There are a variety of ways in which evolution can solve any given problem. We could have been endowed with prehensile mandibles rather than opposable thumbs, for instance. Bats could use night vision instead of echolocation. It is dubious to call any of these systems "designed" as they stand, so assuming you're question is whether or not we as humans can design such a modification to human pain perception: in principle, it's possible. In practice, who knows? We certainly can't do it right now. What we can do is give a person the drug ecstasy, which suppresses all feeling of pain while simultaneously heightening feelings of pleasure. All I can say is that this system doesn't seem to currently have the ability to produce properly functioning human beings.
Moonbear
Dec10-04, 12:43 PM
That sounds like my original question. :smile:
Using that argument, chronic pain or mental anguish is largely uninteresting since people would adapt and stop feeling the pain after a while. Necessarily, all people would are always equally happy regardless of conditions, if these change slowly. But the evidence is that people never adapt and are constantly feeling misery from constant pain.
The natural response to pain is avoidance. In a "neutral" situation, there would be no particular drive toward avoidance or attraction. The avoidance response to pain is essential to preventing further injury, either through not coming into contact with something injurious (i.e., the hot stove), or through avoiding use of an injured limb until it has healed. This becomes very obvious when dealing with veterinary medicine. An animal that is given sufficient pain killers after an injury to not feel pain, or too mild of pain, is likely to continue trying to use the injured limb and make it worse. You have to give just enough painkillers to take the worst of the pain away so they continue to eat, but so they still feel the injury enough to be a bit guarded about how they move or behave to keep from making it worse.
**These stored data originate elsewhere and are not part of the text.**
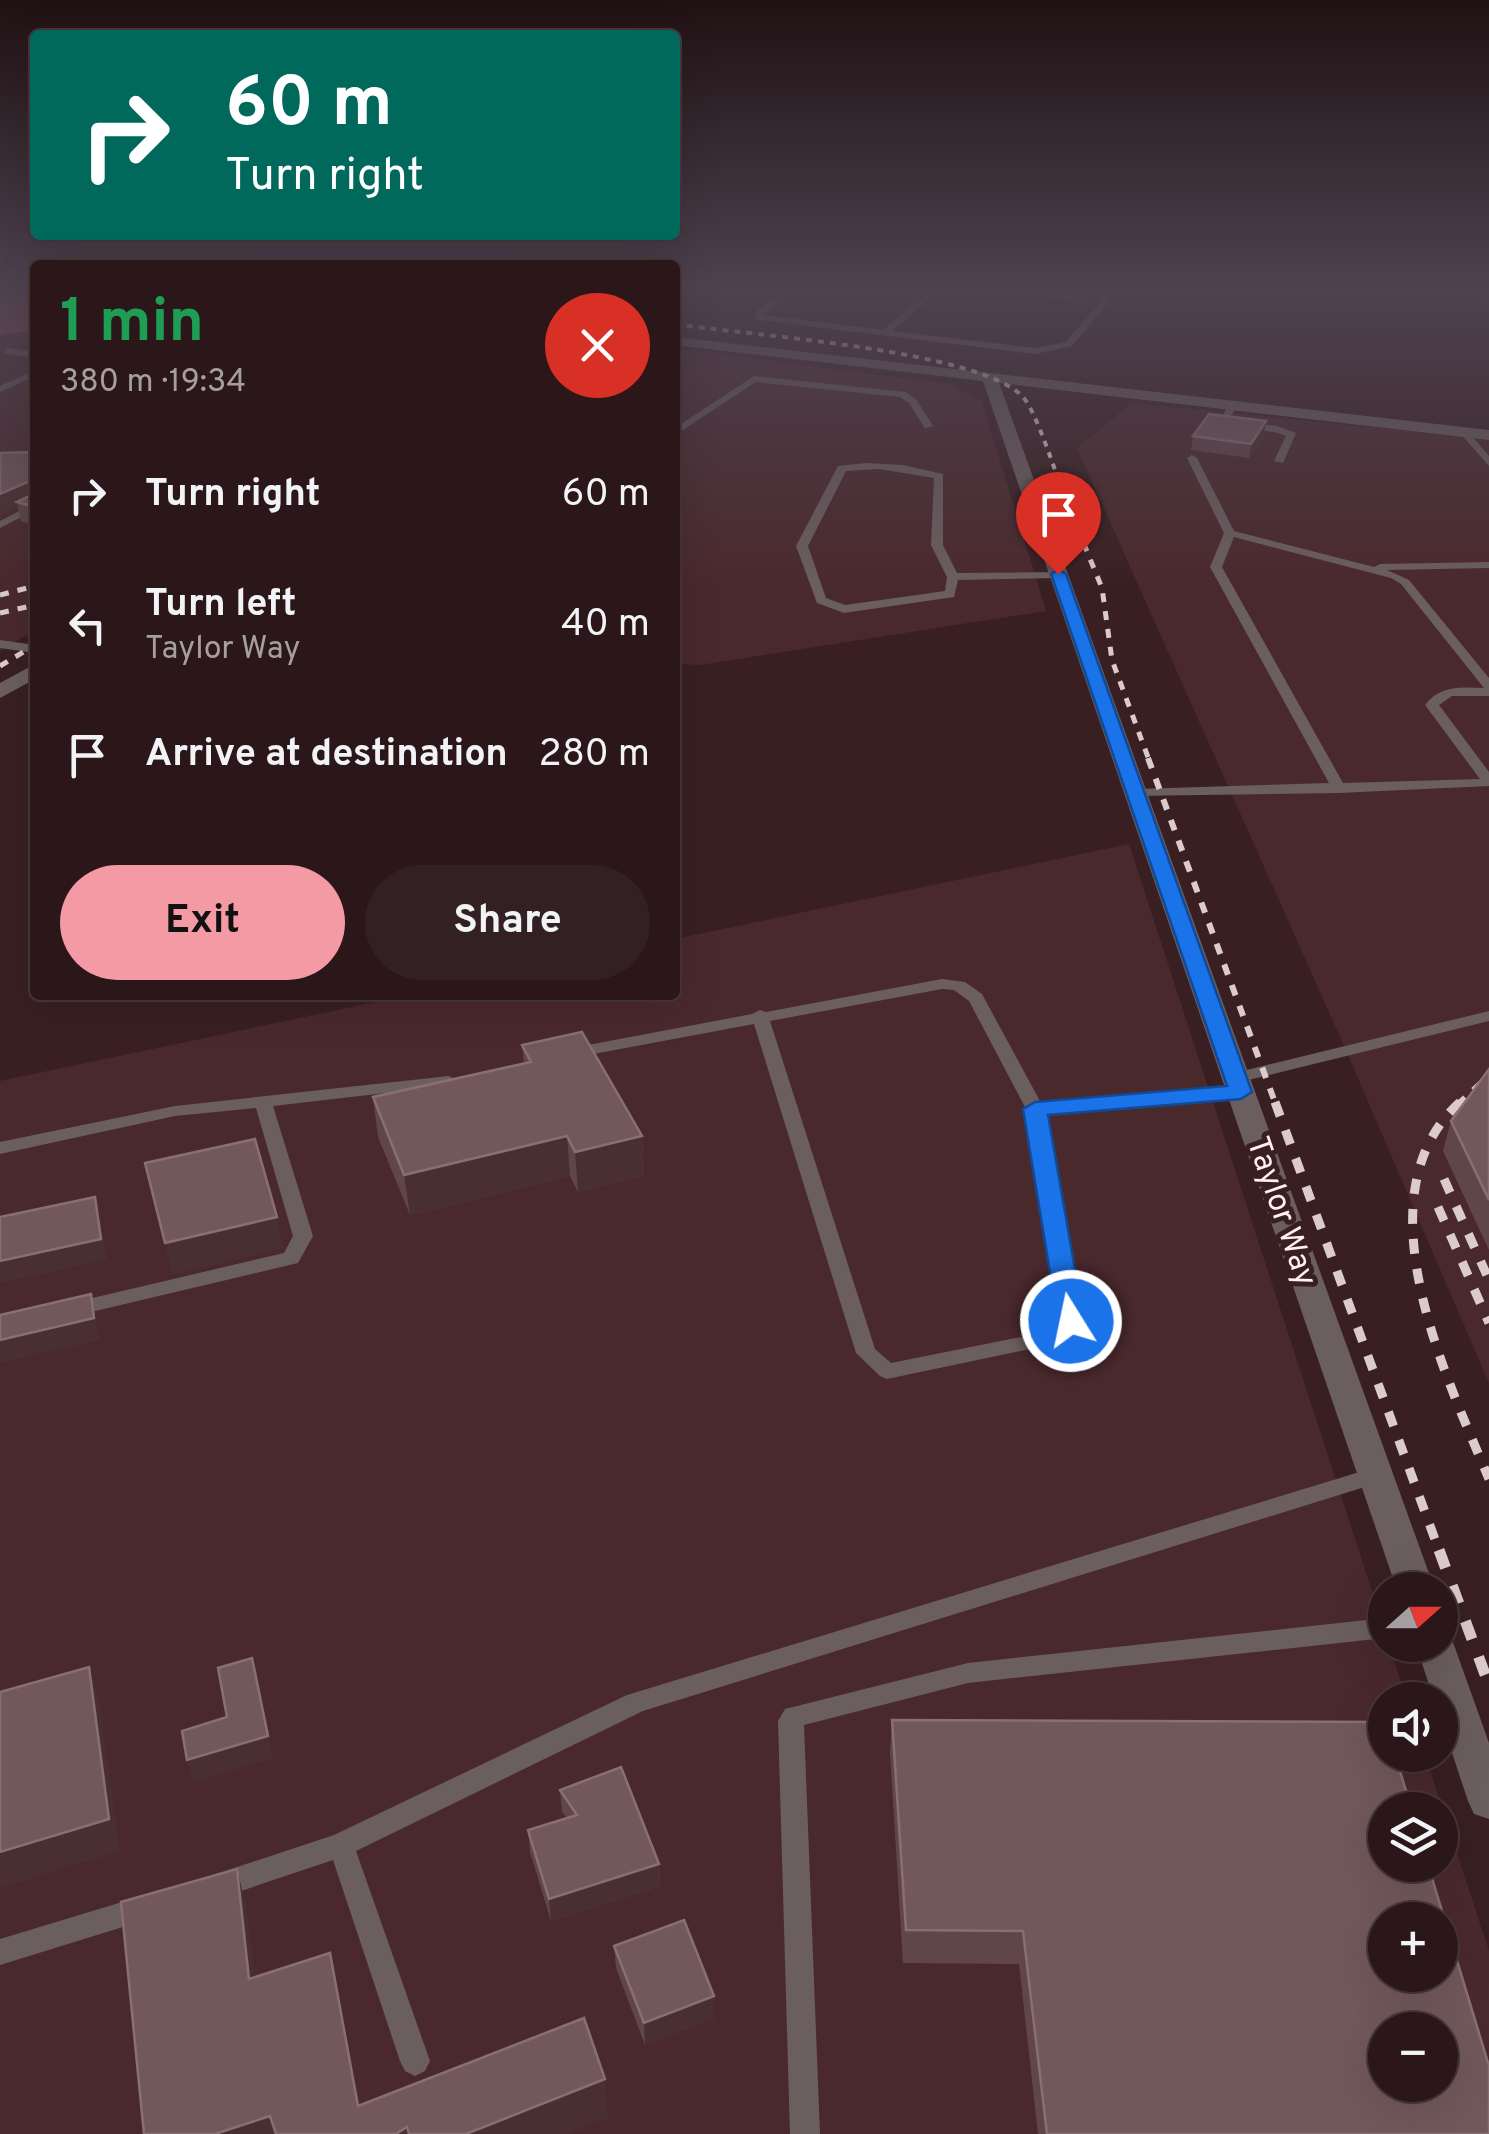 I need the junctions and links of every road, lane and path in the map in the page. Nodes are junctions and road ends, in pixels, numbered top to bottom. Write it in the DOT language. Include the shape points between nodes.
graph roads {
  1 [pos="738,390"];
  2 [pos="859,390"];
  3 [pos="994,390"];
  4 [pos="1093,390"];
  5 [pos="1234,404"];
  6 [pos="928,426"];
  7 [pos="680,427"];
  8 [pos="1463,432"];
  9 [pos="1489,434"];
  10 [pos="1192,458"];
  11 [pos="1279,461"];
  12 [pos="1489,462"];
  13 [pos="30,509"];
  14 [pos="0,525"];
  15 [pos="1230,534"];
  16 [pos="1489,565"];
  17 [pos="1363,567"];
  18 [pos="1058,574"];
  19 [pos="953,577"];
  20 [pos="0,644"];
  21 [pos="30,648"];
  22 [pos="30,673"];
  23 [pos="1489,689"];
  24 [pos="0,692"];
  25 [pos="1485,788"];
  26 [pos="1339,789"];
  27 [pos="1136,793"];
  28 [pos="760,1016"];
  29 [pos="1489,1016"];
  30 [pos="553,1058"];
  31 [pos="476,1075"];
  32 [pos="1238,1085"];
  33 [pos="263,1102"];
  34 [pos="1035,1109"];
  35 [pos="0,1148"];
  36 [pos="58,1312"];
  37 [pos="1376,1475"];
  38 [pos="1410,1572"];
  39 [pos="1368,1630"];
  40 [pos="1441,1662"];
  41 [pos="1489,1801"];
  42 [pos="340,1846"];
  43 [pos="0,1952"];
  44 [pos="415,2061"];
  45 [pos="805,2134"];
  1 -- 7 [label="lane"];
  2 -- 6 [label="lane" via="903,394"];
  3 -- 18 [label="street, Taylor Way"];
  4 -- 5 [label="street"];
  5 -- 8 [label="street"];
  5 -- 11 [label="lane" via="1222,423 1292,435"];
  8 -- 9 [label="street"];
  8 -- 12 [label="lane"];
  10 -- 15 [label="lane"];
  13 -- 14 [label="lane"];
  15 -- 17 [label="lane"];
  15 -- 26 [label="lane" via="1216,567"];
  16 -- 17 [label="lane"];
  17 -- 23 [label="lane" via="1406,582"];
  18 -- 19 [label="lane"];
  18 -- 27 [label="street, Taylor Way"];
  19 -- 19 [label="lane" via="937,545 939,476 872,464 842,468 802,546 821,600 844,609 950,594"];
  20 -- 21 [label="lane"];
  22 -- 24 [label="street"];
  23 -- 25 [label="lane" via="1446,693 1432,706 1489,782"];
  25 -- 26 [label="lane"];
  26 -- 27 [label="lane"];
  27 -- 32 [label="street, Taylor Way"];
  28 -- 30 [label="lane"];
  28 -- 34 [label="lane" via="959,986 976,998"];
  28 -- 34 [label="lane" via="866,1354 887,1370 1052,1338 1071,1321"];
  29 -- 32 [label="lane"];
  31 -- 33 [label="lane"];
  32 -- 34 [label="lane"];
  32 -- 37 [label="street, Taylor Way"];
  33 -- 35 [label="lane" via="175,1111"];
  33 -- 36 [label="lane" via="303,1236 291,1258"];
  37 -- 38 [label="street, Taylor Way"];
  37 -- 42 [label="lane" via="636,1703"];
  39 -- 45 [label="lane" via="968,1673 794,1717"];
  40 -- 41 [label="street"];
  42 -- 43 [label="lane"];
  42 -- 44 [label="lane"];
} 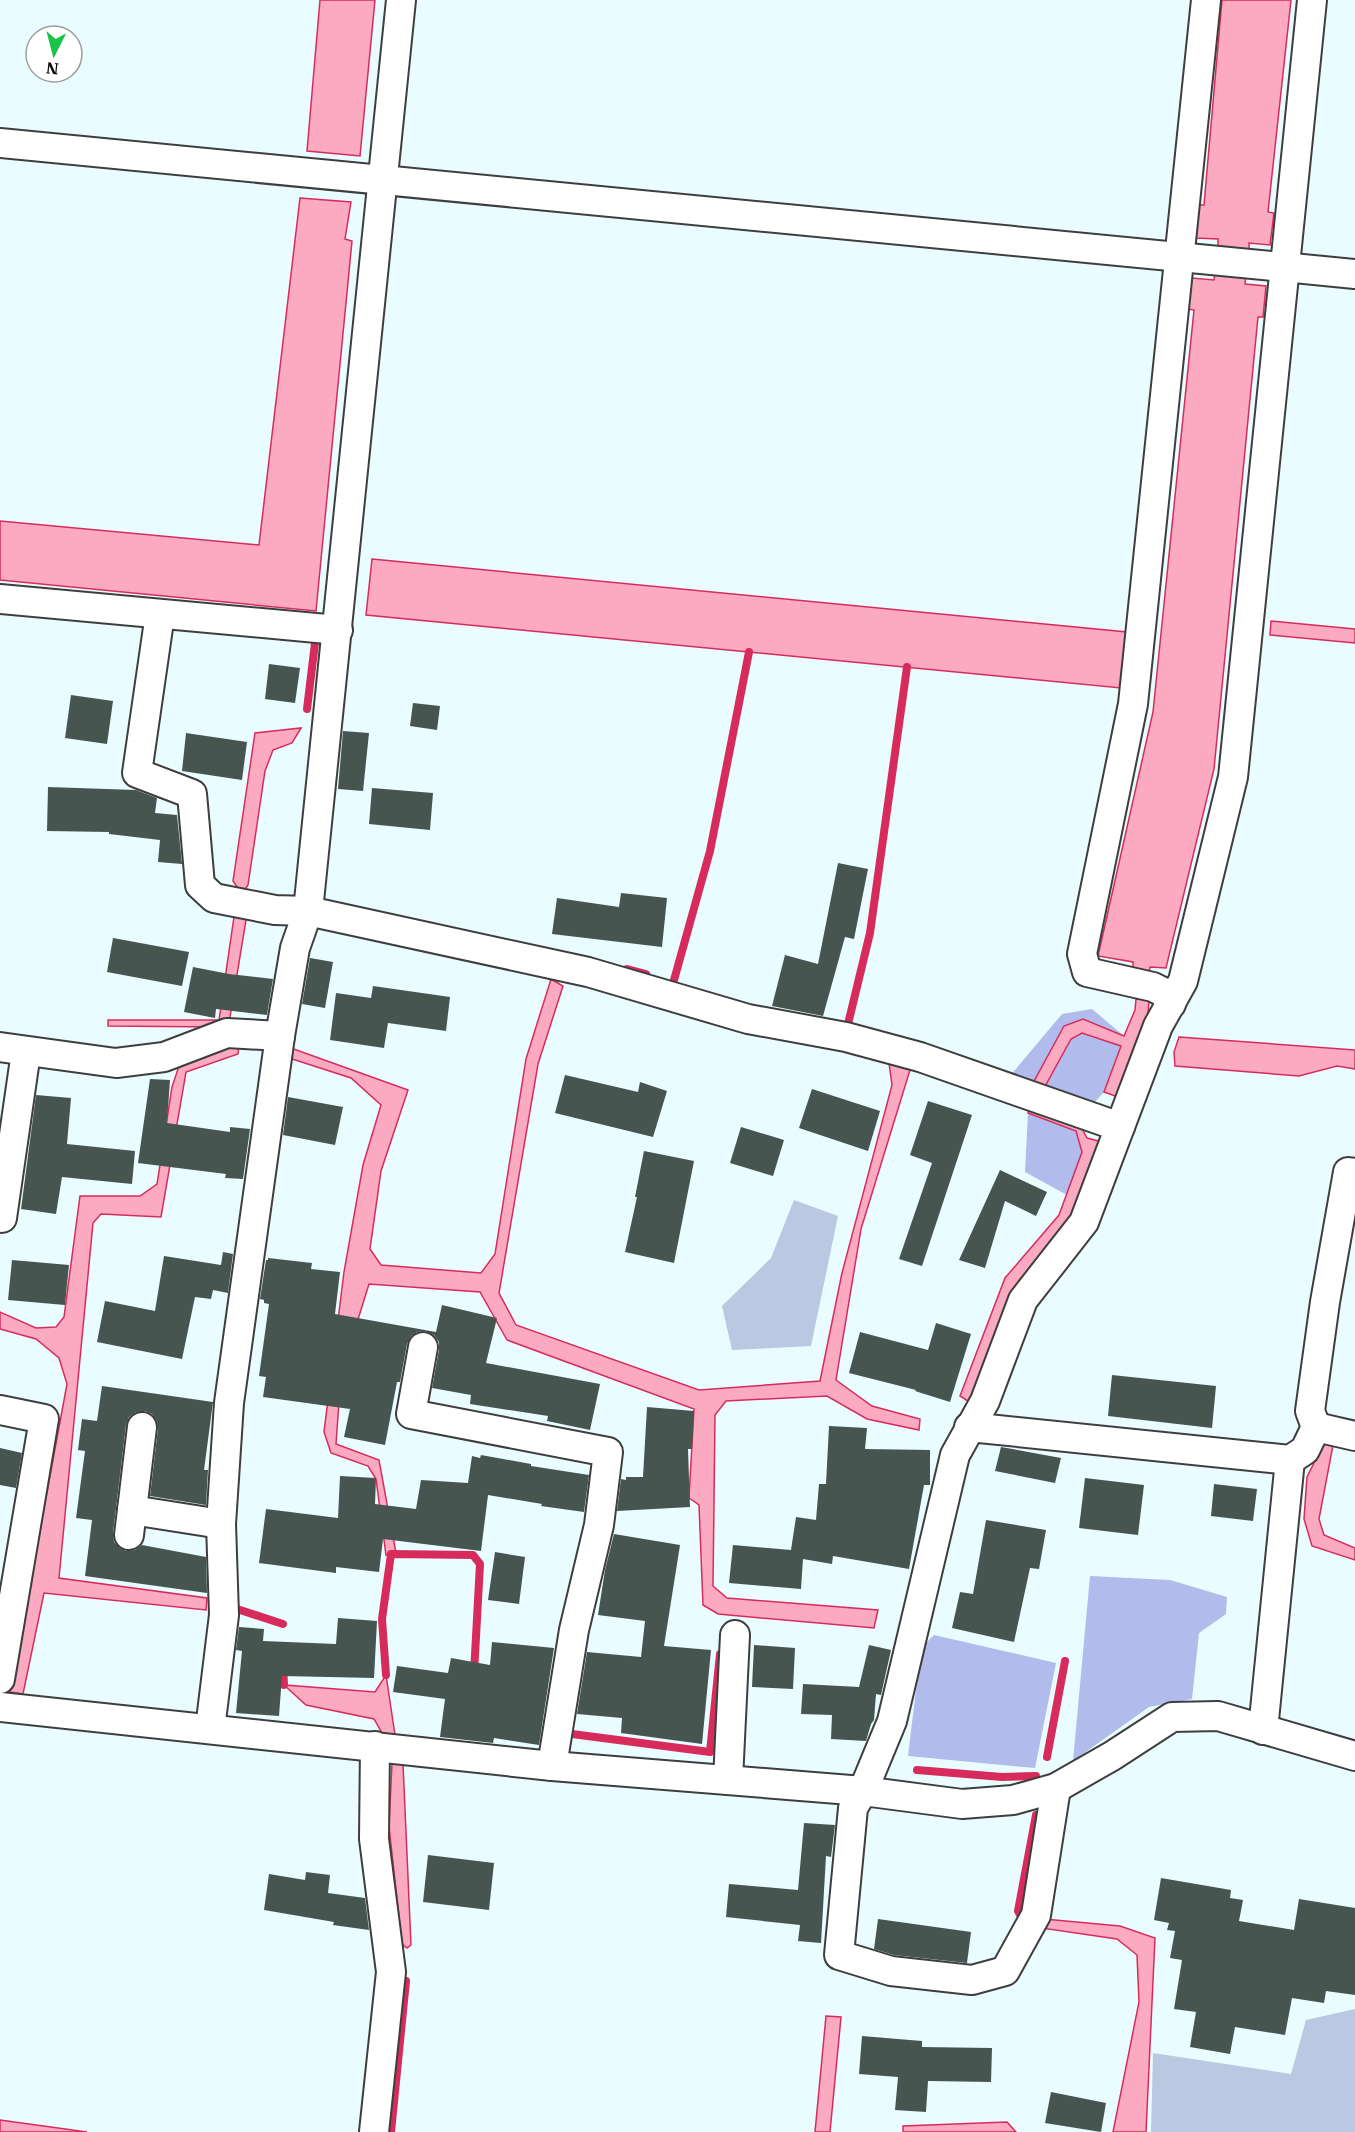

Even people tend to overdo things when healing from an injury when the pain starts to subside. Think about that time following surgery when the bad pain goes away but the wound is still healing and dependent upon stitches to keep it together, and how many people start trying to do normal activities against medical advice because it doesn't hurt anymore, and wind up popping stitches and causing more trouble.